There is something inherently wrong to see millions of voters accepting, in the name of partisan tribalism, systematic lying and unrepentant criminality on the part of their leaders.
Republican candidate for senator in Georgia, Herschel Walker, in provides an eloquent demonstration.
The height of hypocrisy
Herschel Walker, despite his status as a football legend, is probably the worst Senate candidate in living memory. One could charitably put his abysmal ignorance and the pitiful inconsistency of his remarks on the account of too many concussions, but the candidate of the “party of family values” also drags a heavy history of domestic violence and infidelities. He abandoned his four children and their four mothers. He even admits to having once pointed a gun in the face of one of them.
Almost everything Walker says about his past is a web of lies. Height of hypocrisy, this supporter of the criminalization of abortion has just been denounced by one of his former conquests who affirms – with supporting evidence – that he encouraged her to have an abortion and reimbursed her the bill.
Yet in this very religious state, polls show Walker could beat Democrat Raphael Warnock, former pastor of Martin Luther King's congregation. Partisanship is a hard drug.
Example comes from above
Walker is not alone in bathing in hypocrisy and lies. In Pennsylvania and Ohio, Republican candidates are widely seen as impostors who have won the good graces of Trump and his supporters through lies and ideological contortions.
The example comes from above. Donald Trump himself is entangled in felony and other misdemeanor charges. Far from harming him, these accusations have consolidated his support within his partisan base and stimulated his fundraising (which is used primarily to pay his lawyers and finance his lavish lifestyle).

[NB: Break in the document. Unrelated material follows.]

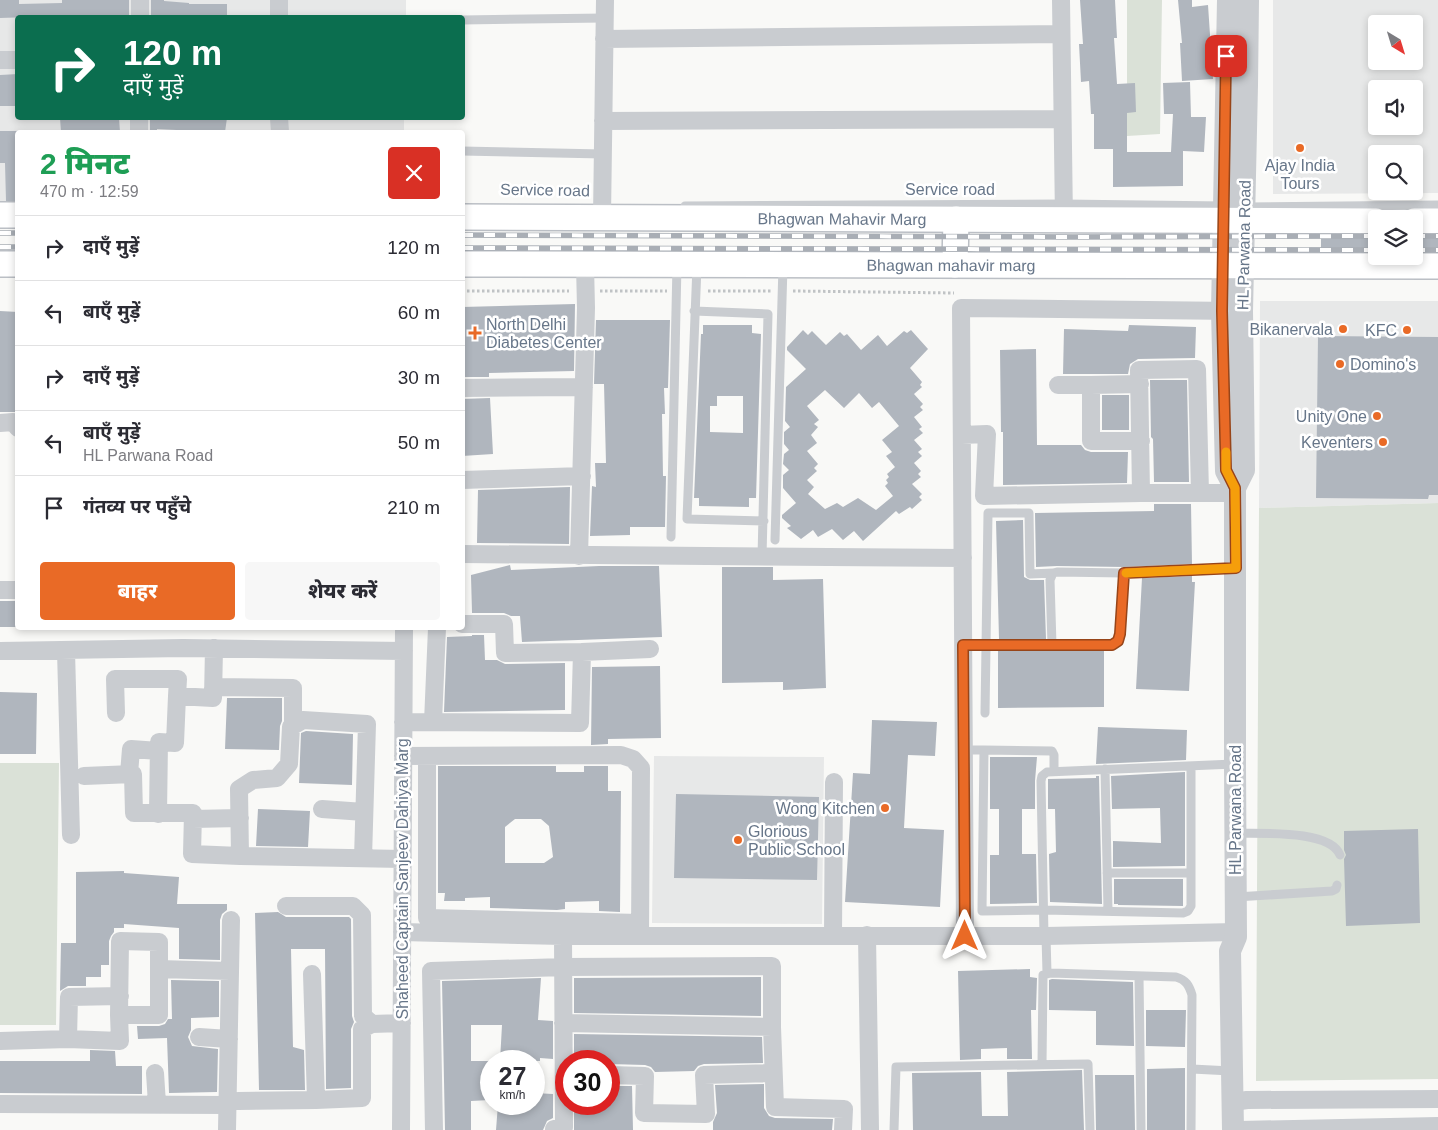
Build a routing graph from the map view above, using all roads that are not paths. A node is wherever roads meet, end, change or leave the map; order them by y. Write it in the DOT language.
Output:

A distorted political game
This tolerance for hypocrisy and lies is characteristic of the Republican Party, especially since it has become a cult of Donald Trump. However, it is not new that this party seems to have no other reason for being than power at all costs.
Since the 1990s, Republicans have systematically refused to play the game of balancing American institutions, in particular by demonizing their adversaries and refusing to recognize their legitimacy. On November 8 and in 2024, we will see two effects of this development.
First, Republican voters are so locked into partisan tribalism that they refuse to recognize the hypocrisy , the lies and even the criminality of the representatives of their party. Then – I'll come back to this – Republicans will support candidates at all levels who promise to hijack democratic institutions in favor of their party. 'is wrong. Whether it's partisan tribalism or the threat to democratic institutions, there is simply no common measure between the two parties.